Figure 6.

Enforced expression of GATA-1/ERT in FDCP-mix A4 and A7 cells. (A) FDCP-mix clones expressing GATA-1/ERT (lanes 2-4) were identified by Western blotting using the M2 anti-Flag antibody. Comparison with a high expressing BA/F3 GATA-2/ERT clone (lane 1) shows that the expression levels obtained for GATA-1/ERT and GATA-2/ERT are similar. Untransfected FDCP-mix A4 (wt) was included (lane 5) as a control for the specificity of the antibody. (B) The expression level and DNA-binding activity of GATA-1/ ERT was assessed by EMSA as for GATA-2/ERT. The GATA-1/ERT protein DNA complex migrates as a smear (vertical bar), which is clearly absent from wild-type FDCP-mix A4 nuclear extract. Its identity was confirmed by using the M2 anti-Flag antibody (+ lanes) to supershift the complex (arrowhead). (C) The growth of wild-type (hatched bar) and three GATA-1/ERT-expressing (shaded bars) FDCP-mix A4 clones (nos. 1, 2, and 3) in the presence of 2 μm tamoxifen (T) is shown expressed as a percentage of their growth in the absence of tamoxifen. The results are the average of three experiments ±s.e.m.. (D) The experiment described in C was repeated for wild-type FDCP-mix A7 (hatched bar) and three GATA-1/ERT-expressing (shaded bars) FDCP-mix A7 clones.

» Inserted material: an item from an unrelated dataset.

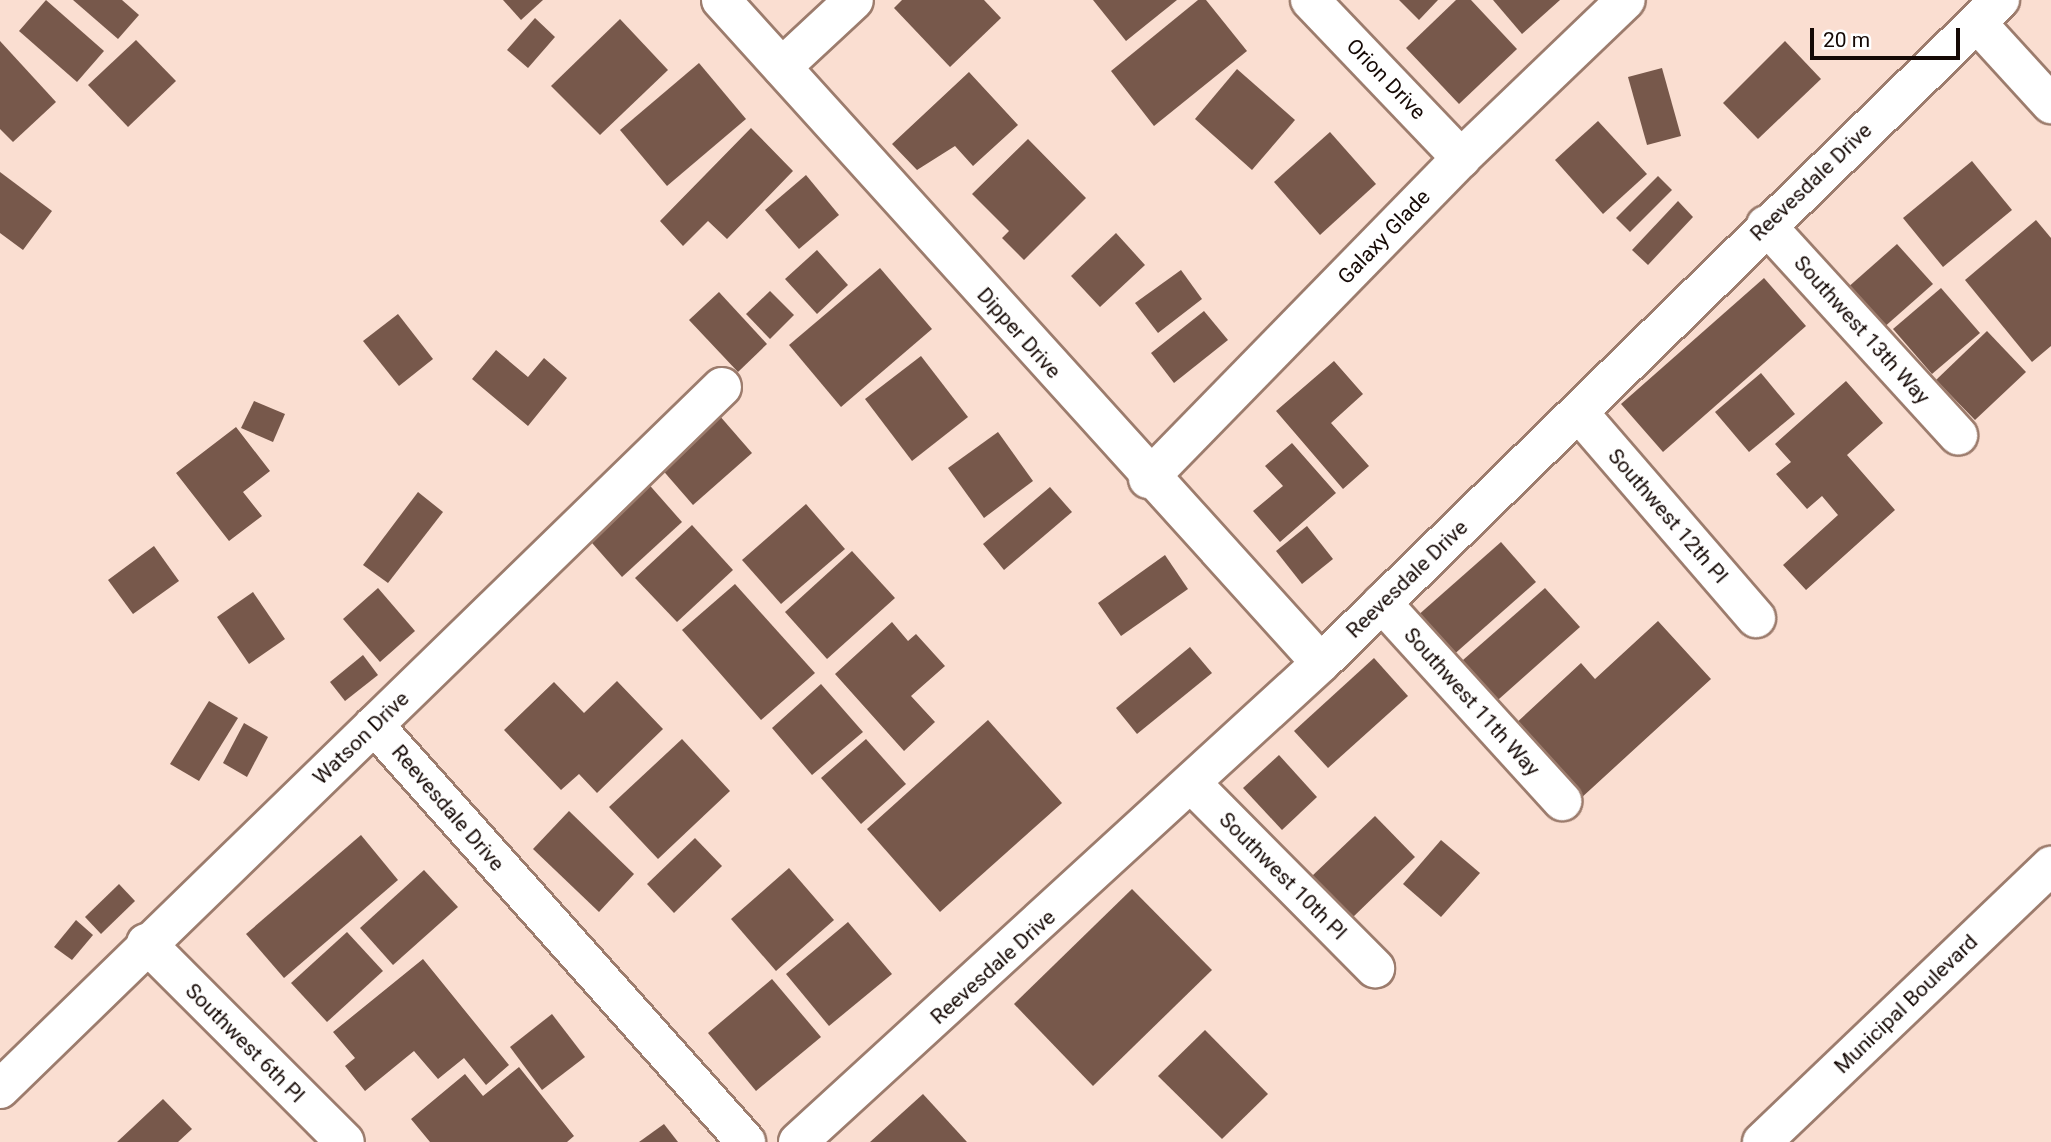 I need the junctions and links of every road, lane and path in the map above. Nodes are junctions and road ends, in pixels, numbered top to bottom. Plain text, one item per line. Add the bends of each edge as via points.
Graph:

The results are essentially identical to those obtained in FDCP-mix A4 and are the average of three experiments ±s.e.m.. (E) Morphological analysis of cells expressing GATA-1/ERT. Cells were cultured in the absence (− tamoxifen) or presence (+ tamoxifen) of 2 μm tamoxifen for 3 days, harvested, cytospun, and stained. The cells used were A4 GATA-1/ERT clone 3, A7 GATA-1/ERT clone 2, and wild-type FDCP-mix A4. All cells have an essentially blast-like morphology both in the absence and presence of tamoxifen.